[Records for this task Boundary: Start]
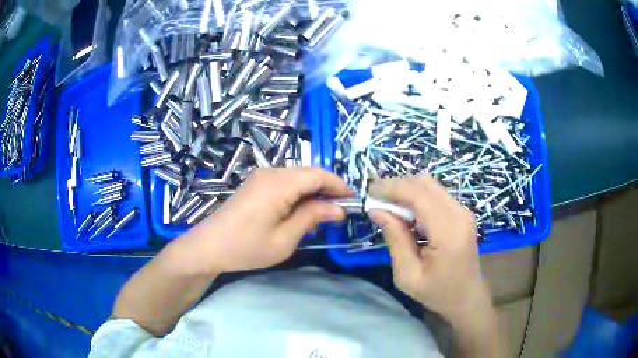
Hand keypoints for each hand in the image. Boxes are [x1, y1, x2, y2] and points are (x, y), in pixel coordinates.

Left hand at [176, 168, 349, 274]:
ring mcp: (261, 176)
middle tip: (339, 212)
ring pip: (297, 177)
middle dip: (327, 190)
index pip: (318, 174)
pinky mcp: (255, 184)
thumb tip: (338, 209)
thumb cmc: (246, 248)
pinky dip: (298, 194)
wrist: (208, 247)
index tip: (353, 201)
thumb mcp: (284, 239)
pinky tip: (301, 212)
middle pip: (308, 173)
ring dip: (313, 192)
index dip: (339, 185)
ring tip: (322, 215)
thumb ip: (312, 218)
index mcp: (278, 184)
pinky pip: (285, 182)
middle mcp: (270, 173)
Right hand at [367, 175, 490, 322]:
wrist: (467, 298)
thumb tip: (377, 210)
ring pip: (430, 185)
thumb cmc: (438, 293)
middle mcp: (459, 213)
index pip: (417, 194)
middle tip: (376, 200)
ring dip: (406, 190)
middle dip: (397, 186)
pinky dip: (417, 197)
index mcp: (448, 231)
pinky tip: (406, 213)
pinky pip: (436, 194)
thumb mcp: (408, 275)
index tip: (368, 193)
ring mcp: (463, 211)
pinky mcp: (462, 213)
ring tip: (388, 206)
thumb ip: (395, 239)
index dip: (391, 188)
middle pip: (424, 183)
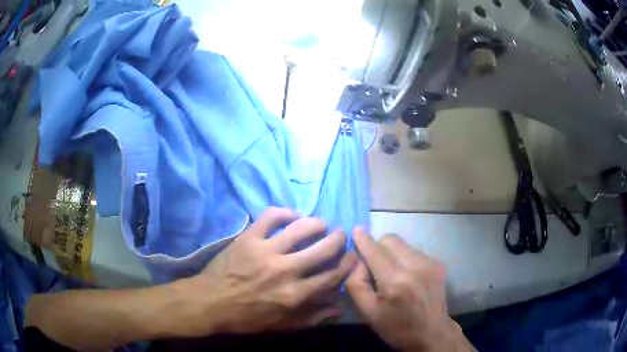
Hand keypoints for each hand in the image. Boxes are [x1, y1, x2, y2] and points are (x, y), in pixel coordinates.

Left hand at [181, 207, 356, 334]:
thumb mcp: (281, 325)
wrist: (210, 302)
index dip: (347, 264)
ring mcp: (265, 251)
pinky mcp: (248, 238)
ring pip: (301, 228)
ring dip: (316, 224)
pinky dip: (285, 213)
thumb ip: (311, 317)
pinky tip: (292, 216)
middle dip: (337, 239)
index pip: (331, 276)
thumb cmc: (246, 318)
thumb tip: (339, 306)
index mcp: (294, 294)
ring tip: (320, 224)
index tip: (352, 257)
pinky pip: (271, 216)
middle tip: (340, 235)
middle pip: (322, 249)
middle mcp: (285, 270)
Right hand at [346, 227, 472, 351]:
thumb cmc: (396, 327)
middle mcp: (416, 265)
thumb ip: (355, 283)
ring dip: (391, 253)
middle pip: (390, 239)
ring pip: (402, 244)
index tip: (354, 230)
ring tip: (391, 274)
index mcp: (396, 281)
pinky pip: (413, 251)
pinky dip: (404, 258)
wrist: (432, 333)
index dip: (363, 239)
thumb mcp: (367, 312)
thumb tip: (355, 259)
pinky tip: (406, 276)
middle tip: (372, 265)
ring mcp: (430, 262)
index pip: (375, 250)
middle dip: (377, 246)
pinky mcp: (438, 262)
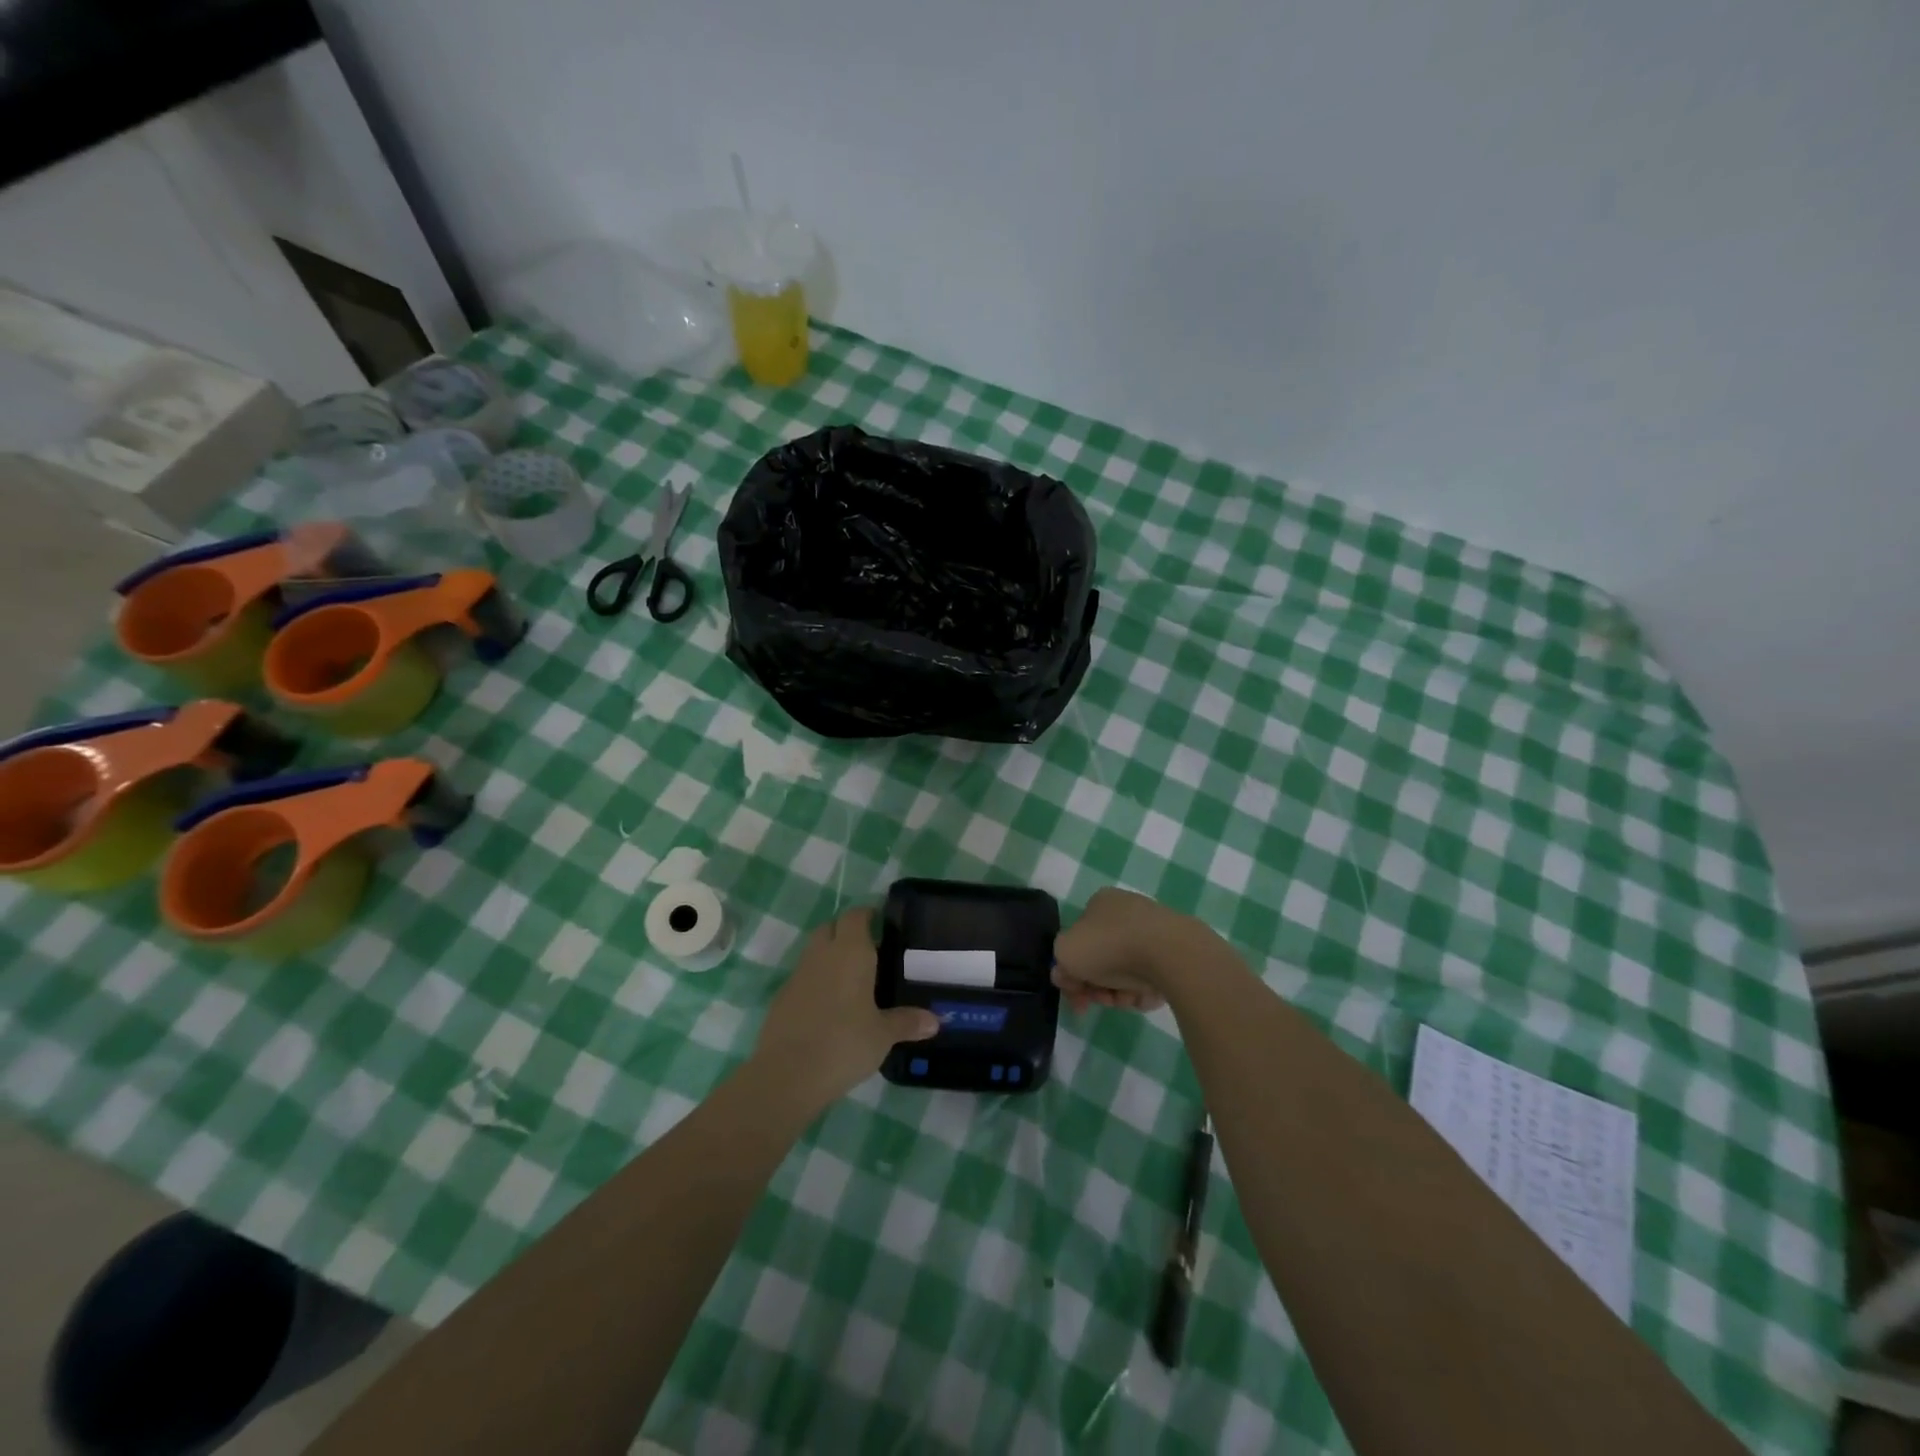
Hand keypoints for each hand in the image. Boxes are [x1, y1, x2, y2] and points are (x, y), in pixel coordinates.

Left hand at [753, 907, 938, 1104]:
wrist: (787, 1074)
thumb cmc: (844, 1044)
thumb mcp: (883, 1035)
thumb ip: (907, 1022)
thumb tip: (936, 1021)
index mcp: (850, 952)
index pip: (856, 916)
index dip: (868, 914)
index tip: (882, 923)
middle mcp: (822, 955)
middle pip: (831, 928)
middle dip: (847, 932)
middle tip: (870, 951)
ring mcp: (798, 975)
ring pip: (815, 952)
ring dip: (830, 957)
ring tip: (853, 981)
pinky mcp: (782, 998)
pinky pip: (803, 978)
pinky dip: (817, 982)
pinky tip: (830, 1007)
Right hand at [1052, 887, 1197, 1013]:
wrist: (1168, 952)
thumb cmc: (1110, 946)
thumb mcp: (1066, 953)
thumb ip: (1060, 964)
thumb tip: (1067, 974)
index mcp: (1100, 903)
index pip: (1078, 939)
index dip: (1071, 971)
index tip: (1076, 995)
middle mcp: (1126, 911)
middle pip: (1102, 959)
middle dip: (1097, 985)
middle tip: (1100, 1001)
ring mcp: (1154, 930)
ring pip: (1127, 971)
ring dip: (1119, 992)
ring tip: (1126, 1000)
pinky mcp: (1176, 951)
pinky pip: (1152, 977)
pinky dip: (1144, 991)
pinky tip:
[Records for this task Boundary: End]
Exercise aim: Begin the copy at the line containing "pinky tip: (406, 276)" and end it at the last line of the records; transcribe exactly and exclude pictures.

Solution to this task:
pinky tip: (406, 276)
middle tip: (372, 265)
ring mcp: (430, 262)
index pip: (375, 250)
middle dip: (377, 246)
pinky mcp: (438, 262)
Hand keypoints for each hand in the image. Boxes are [x1, y1, x2, y2] and points are (x, y), in pixel coordinates.

Left hand at [753, 907, 938, 1104]:
wrist: (787, 1074)
thumb cmc: (844, 1044)
thumb mcp: (883, 1035)
thumb ip: (907, 1022)
thumb tip: (936, 1021)
index mcp: (850, 952)
index pip: (856, 916)
index dip: (868, 914)
index tip: (882, 923)
middle mcp: (822, 955)
middle pip: (831, 928)
middle dip: (847, 932)
middle tip: (870, 951)
ring mcp: (798, 975)
ring pip: (815, 952)
ring dip: (830, 957)
ring tip: (853, 981)
pinky mcp: (782, 998)
pinky pip: (803, 978)
pinky dip: (817, 982)
pinky tip: (830, 1007)
Right hand at [1052, 887, 1197, 1013]:
wrist: (1168, 952)
thumb cmc: (1110, 946)
thumb mcp: (1066, 953)
thumb ip: (1060, 964)
thumb tip: (1067, 974)
index mcp: (1100, 903)
index pip: (1078, 939)
index dip: (1071, 971)
index tip: (1076, 995)
middle mcp: (1126, 911)
middle pip: (1102, 959)
middle dip: (1097, 985)
middle tip: (1100, 1001)
ring mcp: (1154, 930)
ring pip: (1127, 971)
ring dip: (1119, 992)
ring tip: (1126, 1000)
pinky mcp: (1176, 951)
pinky pip: (1152, 977)
pinky dip: (1144, 991)
pinky tip:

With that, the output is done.